Ebendorf l Für Besucher der Sporthalle in Ebendorf ist der Schriftzug immer wieder eine Überraschung, denn scheinbar steht dort ständig etwas anderes geschrieben. „Johannes-Lie_ig-Halle“ ist derzeit an der Sporthalle in Ebendorf zu lesen. Der Umstand, das ein Buchstabe fehlt, wäre an sich nicht tragisch. Doch die Sportgemeinschaft Eintracht Ebendorf als Hallenbetreiber ärgert sich schon seit Monaten über das Phänomen, dass der Schriftzug nie komplett ist.
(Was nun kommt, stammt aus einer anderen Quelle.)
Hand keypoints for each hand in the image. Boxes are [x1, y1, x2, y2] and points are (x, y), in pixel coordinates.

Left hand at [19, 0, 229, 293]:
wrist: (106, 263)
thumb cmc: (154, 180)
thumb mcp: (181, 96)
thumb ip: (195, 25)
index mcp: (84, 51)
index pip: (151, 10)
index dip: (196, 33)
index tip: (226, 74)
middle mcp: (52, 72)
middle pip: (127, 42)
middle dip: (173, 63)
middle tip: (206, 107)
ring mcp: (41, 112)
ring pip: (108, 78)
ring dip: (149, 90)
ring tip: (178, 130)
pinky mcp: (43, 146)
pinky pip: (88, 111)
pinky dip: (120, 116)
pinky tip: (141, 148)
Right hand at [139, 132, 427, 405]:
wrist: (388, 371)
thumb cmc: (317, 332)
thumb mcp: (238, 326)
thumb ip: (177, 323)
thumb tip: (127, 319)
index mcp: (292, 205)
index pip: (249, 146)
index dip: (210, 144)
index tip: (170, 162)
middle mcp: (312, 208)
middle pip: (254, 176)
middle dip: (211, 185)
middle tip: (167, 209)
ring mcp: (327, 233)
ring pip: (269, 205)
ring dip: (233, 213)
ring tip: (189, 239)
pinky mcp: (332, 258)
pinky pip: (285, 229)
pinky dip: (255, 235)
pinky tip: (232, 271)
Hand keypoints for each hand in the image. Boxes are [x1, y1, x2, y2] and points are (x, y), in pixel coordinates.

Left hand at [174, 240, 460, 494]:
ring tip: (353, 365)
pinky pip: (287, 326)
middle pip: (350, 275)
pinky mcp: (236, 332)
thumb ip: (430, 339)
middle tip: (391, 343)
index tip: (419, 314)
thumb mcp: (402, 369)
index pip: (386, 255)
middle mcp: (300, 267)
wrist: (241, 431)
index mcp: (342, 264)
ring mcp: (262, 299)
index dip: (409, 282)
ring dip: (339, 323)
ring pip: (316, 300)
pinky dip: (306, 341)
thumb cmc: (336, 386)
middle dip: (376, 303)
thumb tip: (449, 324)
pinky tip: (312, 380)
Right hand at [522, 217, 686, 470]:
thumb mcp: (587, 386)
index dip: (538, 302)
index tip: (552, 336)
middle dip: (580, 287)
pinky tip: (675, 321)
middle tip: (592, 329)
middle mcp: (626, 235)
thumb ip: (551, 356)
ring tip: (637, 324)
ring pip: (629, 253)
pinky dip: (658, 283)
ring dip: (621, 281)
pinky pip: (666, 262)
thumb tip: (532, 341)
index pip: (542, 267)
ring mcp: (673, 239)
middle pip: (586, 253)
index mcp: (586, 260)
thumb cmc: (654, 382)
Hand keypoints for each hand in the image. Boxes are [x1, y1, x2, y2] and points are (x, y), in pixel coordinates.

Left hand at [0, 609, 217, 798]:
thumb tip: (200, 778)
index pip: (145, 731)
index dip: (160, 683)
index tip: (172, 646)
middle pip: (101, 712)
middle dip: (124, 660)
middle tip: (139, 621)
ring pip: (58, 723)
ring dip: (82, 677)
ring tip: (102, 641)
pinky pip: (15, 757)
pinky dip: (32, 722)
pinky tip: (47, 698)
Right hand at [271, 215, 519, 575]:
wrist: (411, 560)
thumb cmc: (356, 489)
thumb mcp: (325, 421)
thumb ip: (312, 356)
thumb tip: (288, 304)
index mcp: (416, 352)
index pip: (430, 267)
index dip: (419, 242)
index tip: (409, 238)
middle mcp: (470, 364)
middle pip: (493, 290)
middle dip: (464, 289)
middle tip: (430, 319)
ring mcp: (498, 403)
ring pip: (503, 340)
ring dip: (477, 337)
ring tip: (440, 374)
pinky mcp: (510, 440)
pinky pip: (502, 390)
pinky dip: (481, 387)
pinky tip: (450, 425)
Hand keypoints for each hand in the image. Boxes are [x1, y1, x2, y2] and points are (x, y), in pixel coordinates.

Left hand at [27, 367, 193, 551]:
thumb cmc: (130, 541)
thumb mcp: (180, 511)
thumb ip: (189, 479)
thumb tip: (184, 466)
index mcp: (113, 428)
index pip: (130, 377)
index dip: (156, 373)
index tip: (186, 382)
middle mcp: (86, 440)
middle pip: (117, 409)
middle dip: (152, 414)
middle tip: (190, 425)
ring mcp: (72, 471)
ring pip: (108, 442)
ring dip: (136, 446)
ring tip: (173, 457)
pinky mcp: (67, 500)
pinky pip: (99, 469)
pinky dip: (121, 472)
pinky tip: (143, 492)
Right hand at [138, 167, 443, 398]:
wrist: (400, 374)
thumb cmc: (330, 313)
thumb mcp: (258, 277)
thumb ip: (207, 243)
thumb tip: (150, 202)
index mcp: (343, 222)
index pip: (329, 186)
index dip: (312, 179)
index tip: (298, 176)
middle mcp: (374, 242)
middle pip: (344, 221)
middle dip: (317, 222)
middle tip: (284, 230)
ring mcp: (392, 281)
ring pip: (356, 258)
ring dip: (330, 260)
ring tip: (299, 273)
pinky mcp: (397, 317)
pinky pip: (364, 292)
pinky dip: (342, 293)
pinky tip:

„Der Schriftzug ist immer mal wieder ein Ärgernis gewesen“, sagt Knut Förster, Vereinsvorsitzender des Ebendorfer Sportvereins. Es habe den Anschein, als würde jedes Mal ein neuer Buchstabe abfallen, wenn der Schriftzug komplett ist. Teilweise hätten sogar mehrere Buchstaben gleichzeitig gefehlt. Zuständig dafür ist die Gemeinde Barleben als Eigentümer der Halle, die seit 2006 am Steinbruch steht.

4000 Euro Reparaturkosten

Die Reparaturen werden durchaus ernst genommen, wie Pressesprecher Thomas Zaschke verlauten lässt. Bereits fünf Mal haben Mitarbeiter der Gemeinde bisher abgefallene Buchstaben erneut montiert. Dabei waren jeweils zwei Mitarbeiter einen Tag lang beschäftigt. Rechnet man die Lohnkosten sowie die Kosten für die Hebebühne zusammen, ergibt das 4000 Euro, die die fallenden Buchstaben die Gemeinde bereits gekostet haben.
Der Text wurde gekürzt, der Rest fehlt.